━━━ SUPPLIED INFORMATION

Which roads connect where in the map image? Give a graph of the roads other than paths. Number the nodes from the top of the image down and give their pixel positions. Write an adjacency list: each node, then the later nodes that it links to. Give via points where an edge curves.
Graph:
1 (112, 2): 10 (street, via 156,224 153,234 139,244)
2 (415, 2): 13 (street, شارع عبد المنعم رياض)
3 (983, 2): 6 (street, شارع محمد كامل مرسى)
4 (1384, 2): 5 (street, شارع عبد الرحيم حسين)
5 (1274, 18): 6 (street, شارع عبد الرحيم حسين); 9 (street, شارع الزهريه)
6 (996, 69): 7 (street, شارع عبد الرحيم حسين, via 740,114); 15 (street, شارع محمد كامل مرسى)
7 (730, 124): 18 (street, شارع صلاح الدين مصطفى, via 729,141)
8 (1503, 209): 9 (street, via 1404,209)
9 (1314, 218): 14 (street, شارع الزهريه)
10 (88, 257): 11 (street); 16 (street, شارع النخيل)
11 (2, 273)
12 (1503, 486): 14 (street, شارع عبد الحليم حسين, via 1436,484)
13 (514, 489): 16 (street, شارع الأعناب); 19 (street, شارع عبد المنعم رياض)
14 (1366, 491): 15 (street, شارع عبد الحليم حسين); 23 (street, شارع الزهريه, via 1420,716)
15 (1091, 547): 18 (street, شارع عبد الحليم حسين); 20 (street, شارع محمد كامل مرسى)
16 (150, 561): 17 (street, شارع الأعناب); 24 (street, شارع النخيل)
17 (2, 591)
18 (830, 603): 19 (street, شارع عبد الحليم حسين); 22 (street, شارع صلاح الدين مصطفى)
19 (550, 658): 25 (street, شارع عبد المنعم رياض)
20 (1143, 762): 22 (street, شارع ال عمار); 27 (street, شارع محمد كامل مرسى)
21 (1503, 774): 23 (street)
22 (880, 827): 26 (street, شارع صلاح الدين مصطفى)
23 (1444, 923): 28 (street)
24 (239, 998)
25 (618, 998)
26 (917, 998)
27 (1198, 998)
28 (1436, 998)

━━━━━━

### YOUR ASSIGNMENT
Each line in the material either holds the string "رياض" or does not. State how many do, and nothing else.

### ANSWER TO THE EXERCISE
3